● **Description of the task**
Transcribe the records below in their entirety, and leave out each image.

Saved data entries
____
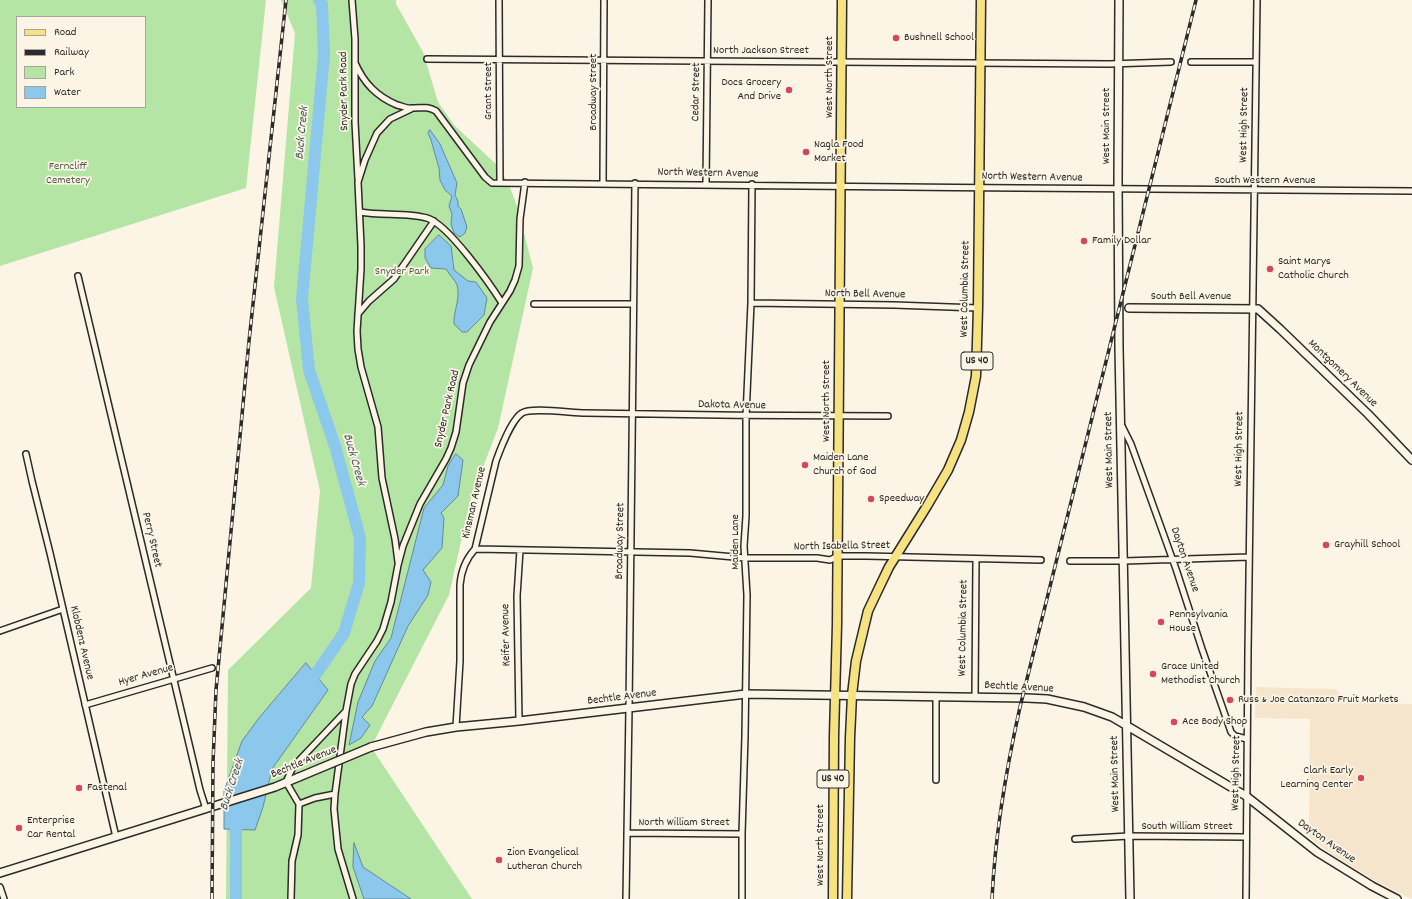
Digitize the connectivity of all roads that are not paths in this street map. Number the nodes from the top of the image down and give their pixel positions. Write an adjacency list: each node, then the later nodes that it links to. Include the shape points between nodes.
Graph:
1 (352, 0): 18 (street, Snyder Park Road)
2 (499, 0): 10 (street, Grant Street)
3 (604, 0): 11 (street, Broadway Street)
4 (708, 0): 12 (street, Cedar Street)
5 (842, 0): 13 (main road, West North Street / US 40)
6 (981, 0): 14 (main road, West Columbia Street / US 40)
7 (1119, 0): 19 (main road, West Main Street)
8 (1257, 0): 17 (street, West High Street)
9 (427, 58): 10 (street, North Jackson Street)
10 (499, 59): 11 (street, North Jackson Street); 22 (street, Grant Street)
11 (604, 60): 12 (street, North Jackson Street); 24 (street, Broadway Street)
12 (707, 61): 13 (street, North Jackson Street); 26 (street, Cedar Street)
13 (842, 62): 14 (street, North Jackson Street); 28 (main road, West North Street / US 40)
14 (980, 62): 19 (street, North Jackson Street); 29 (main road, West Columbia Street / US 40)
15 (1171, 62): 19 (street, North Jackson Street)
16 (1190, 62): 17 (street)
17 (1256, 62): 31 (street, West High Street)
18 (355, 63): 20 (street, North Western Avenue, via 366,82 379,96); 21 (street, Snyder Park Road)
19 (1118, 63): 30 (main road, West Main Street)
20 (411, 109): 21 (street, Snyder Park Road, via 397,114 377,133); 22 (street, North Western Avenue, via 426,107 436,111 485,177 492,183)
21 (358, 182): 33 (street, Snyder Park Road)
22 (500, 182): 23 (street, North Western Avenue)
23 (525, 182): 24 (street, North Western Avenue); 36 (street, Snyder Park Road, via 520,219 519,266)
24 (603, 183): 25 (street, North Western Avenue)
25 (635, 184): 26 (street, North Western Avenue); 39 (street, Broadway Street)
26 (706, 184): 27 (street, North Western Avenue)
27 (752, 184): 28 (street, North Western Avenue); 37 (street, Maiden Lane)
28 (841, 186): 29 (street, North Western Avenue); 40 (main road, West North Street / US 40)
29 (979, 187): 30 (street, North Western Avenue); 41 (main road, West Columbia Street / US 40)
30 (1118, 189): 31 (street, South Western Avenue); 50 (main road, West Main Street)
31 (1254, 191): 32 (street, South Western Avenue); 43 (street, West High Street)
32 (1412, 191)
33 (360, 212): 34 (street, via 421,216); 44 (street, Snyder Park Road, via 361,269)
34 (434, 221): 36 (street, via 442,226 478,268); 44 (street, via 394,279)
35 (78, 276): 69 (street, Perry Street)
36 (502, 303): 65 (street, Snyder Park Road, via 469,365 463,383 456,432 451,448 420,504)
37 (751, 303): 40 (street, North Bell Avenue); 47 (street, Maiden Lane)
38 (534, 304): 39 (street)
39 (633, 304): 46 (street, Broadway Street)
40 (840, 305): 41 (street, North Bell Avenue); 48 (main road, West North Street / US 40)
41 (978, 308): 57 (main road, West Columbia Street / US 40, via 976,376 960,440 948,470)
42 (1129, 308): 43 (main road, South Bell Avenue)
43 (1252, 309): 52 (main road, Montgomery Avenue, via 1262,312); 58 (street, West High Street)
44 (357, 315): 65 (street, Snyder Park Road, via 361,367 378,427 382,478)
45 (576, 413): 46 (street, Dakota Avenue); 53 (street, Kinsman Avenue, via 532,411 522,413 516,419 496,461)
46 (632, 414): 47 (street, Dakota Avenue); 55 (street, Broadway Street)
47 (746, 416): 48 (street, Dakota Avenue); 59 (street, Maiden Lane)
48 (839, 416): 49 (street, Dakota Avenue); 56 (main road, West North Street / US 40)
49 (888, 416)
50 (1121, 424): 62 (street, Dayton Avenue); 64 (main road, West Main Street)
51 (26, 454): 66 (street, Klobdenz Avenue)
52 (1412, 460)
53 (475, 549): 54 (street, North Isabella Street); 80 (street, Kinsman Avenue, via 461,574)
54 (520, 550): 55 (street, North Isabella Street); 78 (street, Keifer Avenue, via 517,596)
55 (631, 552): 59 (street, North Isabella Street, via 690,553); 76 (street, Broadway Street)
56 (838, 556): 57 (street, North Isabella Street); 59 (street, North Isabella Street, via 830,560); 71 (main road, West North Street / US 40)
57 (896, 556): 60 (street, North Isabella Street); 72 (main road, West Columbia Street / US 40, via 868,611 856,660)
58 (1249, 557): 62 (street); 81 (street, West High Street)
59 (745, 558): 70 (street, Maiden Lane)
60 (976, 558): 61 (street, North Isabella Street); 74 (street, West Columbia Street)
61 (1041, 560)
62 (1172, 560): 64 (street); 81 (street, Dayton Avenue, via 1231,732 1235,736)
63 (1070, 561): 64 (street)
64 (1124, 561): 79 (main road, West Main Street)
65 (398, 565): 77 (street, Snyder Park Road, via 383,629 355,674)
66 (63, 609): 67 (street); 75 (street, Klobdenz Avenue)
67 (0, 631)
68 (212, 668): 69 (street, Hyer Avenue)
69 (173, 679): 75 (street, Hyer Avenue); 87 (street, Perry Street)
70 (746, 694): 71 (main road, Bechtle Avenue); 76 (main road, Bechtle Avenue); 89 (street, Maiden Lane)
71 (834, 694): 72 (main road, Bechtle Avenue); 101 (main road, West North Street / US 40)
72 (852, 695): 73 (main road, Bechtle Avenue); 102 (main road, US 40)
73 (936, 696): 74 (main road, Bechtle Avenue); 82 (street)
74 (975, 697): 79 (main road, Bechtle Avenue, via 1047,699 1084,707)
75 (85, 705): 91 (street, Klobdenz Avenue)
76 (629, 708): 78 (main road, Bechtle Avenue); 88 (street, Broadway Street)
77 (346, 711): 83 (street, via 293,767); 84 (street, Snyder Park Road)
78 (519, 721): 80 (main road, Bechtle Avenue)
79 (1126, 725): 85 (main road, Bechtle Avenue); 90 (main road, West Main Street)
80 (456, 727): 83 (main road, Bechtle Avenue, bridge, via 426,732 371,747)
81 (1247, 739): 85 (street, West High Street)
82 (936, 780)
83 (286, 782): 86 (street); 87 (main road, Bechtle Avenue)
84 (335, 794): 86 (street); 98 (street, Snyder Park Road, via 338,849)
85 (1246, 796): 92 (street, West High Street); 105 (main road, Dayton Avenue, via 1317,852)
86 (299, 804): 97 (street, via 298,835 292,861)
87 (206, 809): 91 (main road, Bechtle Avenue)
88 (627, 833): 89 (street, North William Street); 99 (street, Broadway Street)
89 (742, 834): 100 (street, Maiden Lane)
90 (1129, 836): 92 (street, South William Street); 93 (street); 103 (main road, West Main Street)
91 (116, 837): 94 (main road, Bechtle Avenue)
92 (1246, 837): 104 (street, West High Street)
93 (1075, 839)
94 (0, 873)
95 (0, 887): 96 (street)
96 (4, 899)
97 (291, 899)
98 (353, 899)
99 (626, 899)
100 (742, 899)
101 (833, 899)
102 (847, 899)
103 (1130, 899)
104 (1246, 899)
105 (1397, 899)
____
● **Result**
Digitize the connectivity of all roads that are not paths in this street map. Number the nodes from the top of the image down and give their pixel positions. Write an adjacency list: each node, then the later nodes that it links to. Include the shape points between nodes.
Graph:
1 (352, 0): 18 (street, Snyder Park Road)
2 (499, 0): 10 (street, Grant Street)
3 (604, 0): 11 (street, Broadway Street)
4 (708, 0): 12 (street, Cedar Street)
5 (842, 0): 13 (main road, West North Street / US 40)
6 (981, 0): 14 (main road, West Columbia Street / US 40)
7 (1119, 0): 19 (main road, West Main Street)
8 (1257, 0): 17 (street, West High Street)
9 (427, 58): 10 (street, North Jackson Street)
10 (499, 59): 11 (street, North Jackson Street); 22 (street, Grant Street)
11 (604, 60): 12 (street, North Jackson Street); 24 (street, Broadway Street)
12 (707, 61): 13 (street, North Jackson Street); 26 (street, Cedar Street)
13 (842, 62): 14 (street, North Jackson Street); 28 (main road, West North Street / US 40)
14 (980, 62): 19 (street, North Jackson Street); 29 (main road, West Columbia Street / US 40)
15 (1171, 62): 19 (street, North Jackson Street)
16 (1190, 62): 17 (street)
17 (1256, 62): 31 (street, West High Street)
18 (355, 63): 20 (street, North Western Avenue, via 366,82 379,96); 21 (street, Snyder Park Road)
19 (1118, 63): 30 (main road, West Main Street)
20 (411, 109): 21 (street, Snyder Park Road, via 397,114 377,133); 22 (street, North Western Avenue, via 426,107 436,111 485,177 492,183)
21 (358, 182): 33 (street, Snyder Park Road)
22 (500, 182): 23 (street, North Western Avenue)
23 (525, 182): 24 (street, North Western Avenue); 36 (street, Snyder Park Road, via 520,219 519,266)
24 (603, 183): 25 (street, North Western Avenue)
25 (635, 184): 26 (street, North Western Avenue); 39 (street, Broadway Street)
26 (706, 184): 27 (street, North Western Avenue)
27 (752, 184): 28 (street, North Western Avenue); 37 (street, Maiden Lane)
28 (841, 186): 29 (street, North Western Avenue); 40 (main road, West North Street / US 40)
29 (979, 187): 30 (street, North Western Avenue); 41 (main road, West Columbia Street / US 40)
30 (1118, 189): 31 (street, South Western Avenue); 50 (main road, West Main Street)
31 (1254, 191): 32 (street, South Western Avenue); 43 (street, West High Street)
32 (1412, 191)
33 (360, 212): 34 (street, via 421,216); 44 (street, Snyder Park Road, via 361,269)
34 (434, 221): 36 (street, via 442,226 478,268); 44 (street, via 394,279)
35 (78, 276): 69 (street, Perry Street)
36 (502, 303): 65 (street, Snyder Park Road, via 469,365 463,383 456,432 451,448 420,504)
37 (751, 303): 40 (street, North Bell Avenue); 47 (street, Maiden Lane)
38 (534, 304): 39 (street)
39 (633, 304): 46 (street, Broadway Street)
40 (840, 305): 41 (street, North Bell Avenue); 48 (main road, West North Street / US 40)
41 (978, 308): 57 (main road, West Columbia Street / US 40, via 976,376 960,440 948,470)
42 (1129, 308): 43 (main road, South Bell Avenue)
43 (1252, 309): 52 (main road, Montgomery Avenue, via 1262,312); 58 (street, West High Street)
44 (357, 315): 65 (street, Snyder Park Road, via 361,367 378,427 382,478)
45 (576, 413): 46 (street, Dakota Avenue); 53 (street, Kinsman Avenue, via 532,411 522,413 516,419 496,461)
46 (632, 414): 47 (street, Dakota Avenue); 55 (street, Broadway Street)
47 (746, 416): 48 (street, Dakota Avenue); 59 (street, Maiden Lane)
48 (839, 416): 49 (street, Dakota Avenue); 56 (main road, West North Street / US 40)
49 (888, 416)
50 (1121, 424): 62 (street, Dayton Avenue); 64 (main road, West Main Street)
51 (26, 454): 66 (street, Klobdenz Avenue)
52 (1412, 460)
53 (475, 549): 54 (street, North Isabella Street); 80 (street, Kinsman Avenue, via 461,574)
54 (520, 550): 55 (street, North Isabella Street); 78 (street, Keifer Avenue, via 517,596)
55 (631, 552): 59 (street, North Isabella Street, via 690,553); 76 (street, Broadway Street)
56 (838, 556): 57 (street, North Isabella Street); 59 (street, North Isabella Street, via 830,560); 71 (main road, West North Street / US 40)
57 (896, 556): 60 (street, North Isabella Street); 72 (main road, West Columbia Street / US 40, via 868,611 856,660)
58 (1249, 557): 62 (street); 81 (street, West High Street)
59 (745, 558): 70 (street, Maiden Lane)
60 (976, 558): 61 (street, North Isabella Street); 74 (street, West Columbia Street)
61 (1041, 560)
62 (1172, 560): 64 (street); 81 (street, Dayton Avenue, via 1231,732 1235,736)
63 (1070, 561): 64 (street)
64 (1124, 561): 79 (main road, West Main Street)
65 (398, 565): 77 (street, Snyder Park Road, via 383,629 355,674)
66 (63, 609): 67 (street); 75 (street, Klobdenz Avenue)
67 (0, 631)
68 (212, 668): 69 (street, Hyer Avenue)
69 (173, 679): 75 (street, Hyer Avenue); 87 (street, Perry Street)
70 (746, 694): 71 (main road, Bechtle Avenue); 76 (main road, Bechtle Avenue); 89 (street, Maiden Lane)
71 (834, 694): 72 (main road, Bechtle Avenue); 101 (main road, West North Street / US 40)
72 (852, 695): 73 (main road, Bechtle Avenue); 102 (main road, US 40)
73 (936, 696): 74 (main road, Bechtle Avenue); 82 (street)
74 (975, 697): 79 (main road, Bechtle Avenue, via 1047,699 1084,707)
75 (85, 705): 91 (street, Klobdenz Avenue)
76 (629, 708): 78 (main road, Bechtle Avenue); 88 (street, Broadway Street)
77 (346, 711): 83 (street, via 293,767); 84 (street, Snyder Park Road)
78 (519, 721): 80 (main road, Bechtle Avenue)
79 (1126, 725): 85 (main road, Bechtle Avenue); 90 (main road, West Main Street)
80 (456, 727): 83 (main road, Bechtle Avenue, bridge, via 426,732 371,747)
81 (1247, 739): 85 (street, West High Street)
82 (936, 780)
83 (286, 782): 86 (street); 87 (main road, Bechtle Avenue)
84 (335, 794): 86 (street); 98 (street, Snyder Park Road, via 338,849)
85 (1246, 796): 92 (street, West High Street); 105 (main road, Dayton Avenue, via 1317,852)
86 (299, 804): 97 (street, via 298,835 292,861)
87 (206, 809): 91 (main road, Bechtle Avenue)
88 (627, 833): 89 (street, North William Street); 99 (street, Broadway Street)
89 (742, 834): 100 (street, Maiden Lane)
90 (1129, 836): 92 (street, South William Street); 93 (street); 103 (main road, West Main Street)
91 (116, 837): 94 (main road, Bechtle Avenue)
92 (1246, 837): 104 (street, West High Street)
93 (1075, 839)
94 (0, 873)
95 (0, 887): 96 (street)
96 (4, 899)
97 (291, 899)
98 (353, 899)
99 (626, 899)
100 (742, 899)
101 (833, 899)
102 (847, 899)
103 (1130, 899)
104 (1246, 899)
105 (1397, 899)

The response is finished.